• Assignment:
Gather, from the data below, each line in which the word "dead" occurs.

··· Supplied information

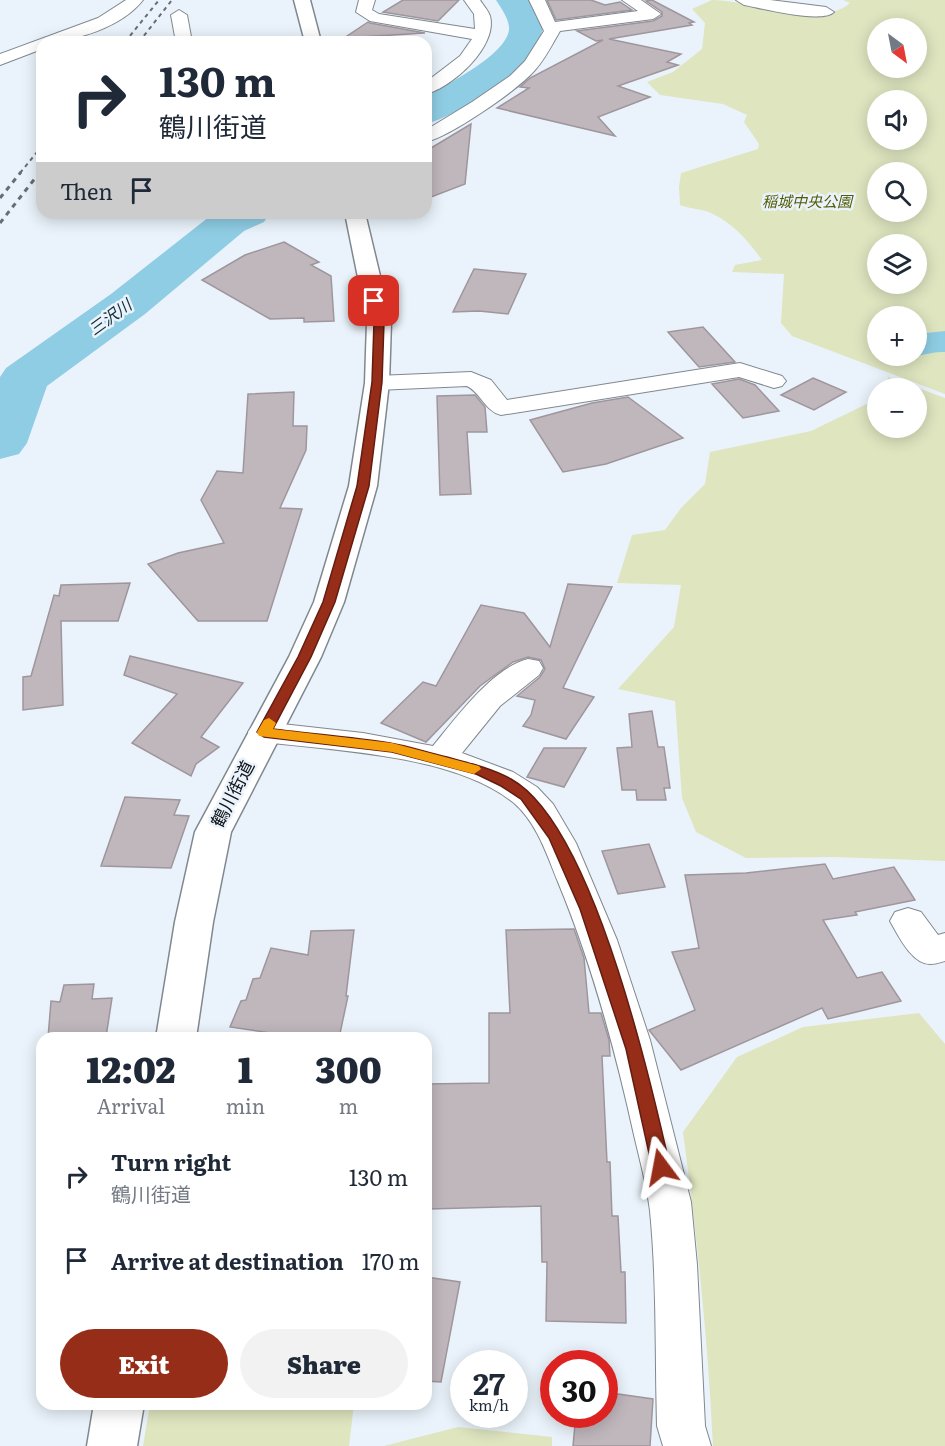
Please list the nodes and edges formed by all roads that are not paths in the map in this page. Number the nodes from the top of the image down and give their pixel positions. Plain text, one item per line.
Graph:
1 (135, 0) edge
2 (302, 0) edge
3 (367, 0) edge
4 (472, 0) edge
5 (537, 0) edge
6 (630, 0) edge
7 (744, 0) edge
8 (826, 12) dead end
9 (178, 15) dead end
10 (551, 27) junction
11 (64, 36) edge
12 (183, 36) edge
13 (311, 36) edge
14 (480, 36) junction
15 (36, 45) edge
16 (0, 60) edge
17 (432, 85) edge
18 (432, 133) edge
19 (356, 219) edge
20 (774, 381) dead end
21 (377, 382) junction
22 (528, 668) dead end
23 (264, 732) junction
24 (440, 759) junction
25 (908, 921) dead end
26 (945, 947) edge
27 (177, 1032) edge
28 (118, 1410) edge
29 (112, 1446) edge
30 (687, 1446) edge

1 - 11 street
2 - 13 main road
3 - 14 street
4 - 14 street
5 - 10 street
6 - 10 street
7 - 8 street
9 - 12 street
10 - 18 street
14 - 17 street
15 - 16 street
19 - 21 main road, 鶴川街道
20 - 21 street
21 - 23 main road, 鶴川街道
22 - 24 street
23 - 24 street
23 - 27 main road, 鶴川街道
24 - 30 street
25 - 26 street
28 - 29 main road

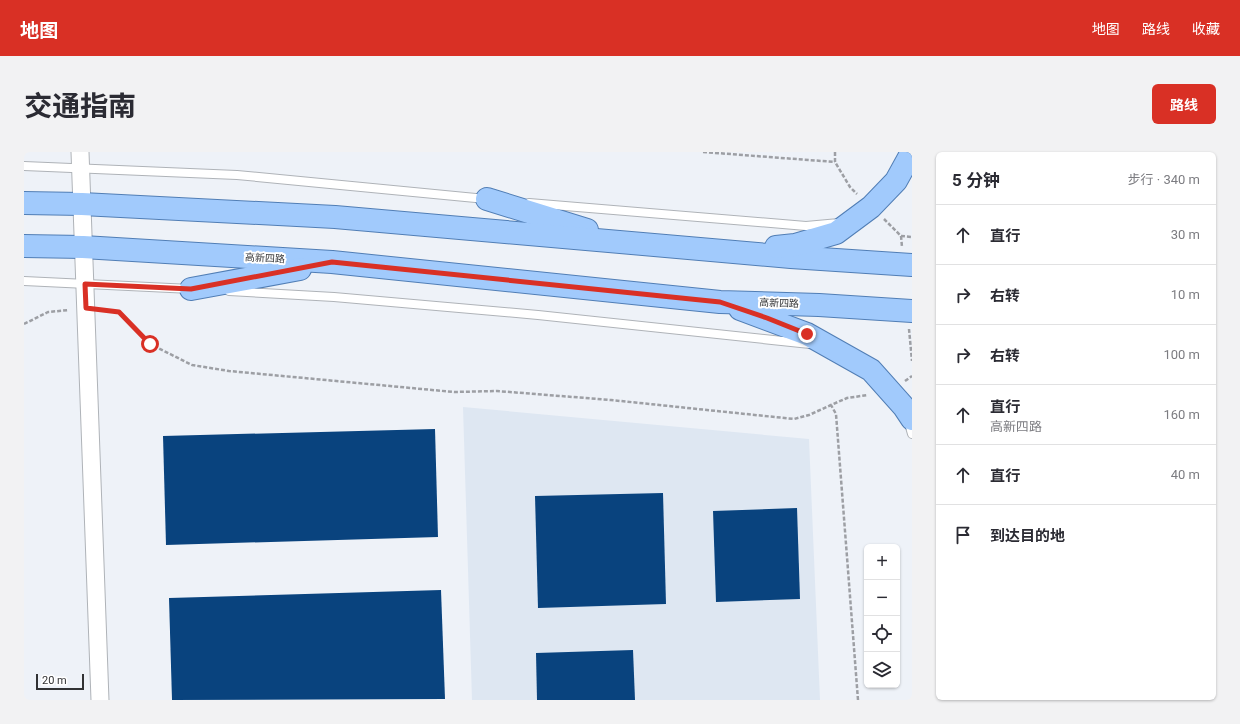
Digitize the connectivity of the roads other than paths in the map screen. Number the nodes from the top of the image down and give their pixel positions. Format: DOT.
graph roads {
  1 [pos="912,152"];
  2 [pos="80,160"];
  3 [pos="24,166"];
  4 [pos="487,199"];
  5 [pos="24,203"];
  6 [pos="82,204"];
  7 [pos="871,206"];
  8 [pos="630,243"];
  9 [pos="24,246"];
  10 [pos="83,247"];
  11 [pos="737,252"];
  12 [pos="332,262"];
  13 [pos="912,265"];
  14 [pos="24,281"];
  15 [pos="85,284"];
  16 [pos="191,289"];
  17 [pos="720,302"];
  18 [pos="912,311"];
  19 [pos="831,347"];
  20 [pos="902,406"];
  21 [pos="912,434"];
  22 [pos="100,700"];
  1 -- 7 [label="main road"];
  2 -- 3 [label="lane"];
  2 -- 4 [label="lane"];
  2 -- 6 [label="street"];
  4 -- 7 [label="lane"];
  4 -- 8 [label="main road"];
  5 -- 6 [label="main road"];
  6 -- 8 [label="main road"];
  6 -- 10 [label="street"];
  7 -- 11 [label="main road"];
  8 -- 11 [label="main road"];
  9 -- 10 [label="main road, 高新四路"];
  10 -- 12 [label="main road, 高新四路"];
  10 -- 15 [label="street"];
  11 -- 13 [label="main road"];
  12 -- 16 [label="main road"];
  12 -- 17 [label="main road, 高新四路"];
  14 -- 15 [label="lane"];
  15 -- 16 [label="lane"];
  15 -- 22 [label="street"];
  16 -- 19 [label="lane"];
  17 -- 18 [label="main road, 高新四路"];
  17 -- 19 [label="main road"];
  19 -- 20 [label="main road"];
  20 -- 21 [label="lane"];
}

······

• Answer space:
8 (826, 12) dead end
9 (178, 15) dead end
20 (774, 381) dead end
22 (528, 668) dead end
25 (908, 921) dead end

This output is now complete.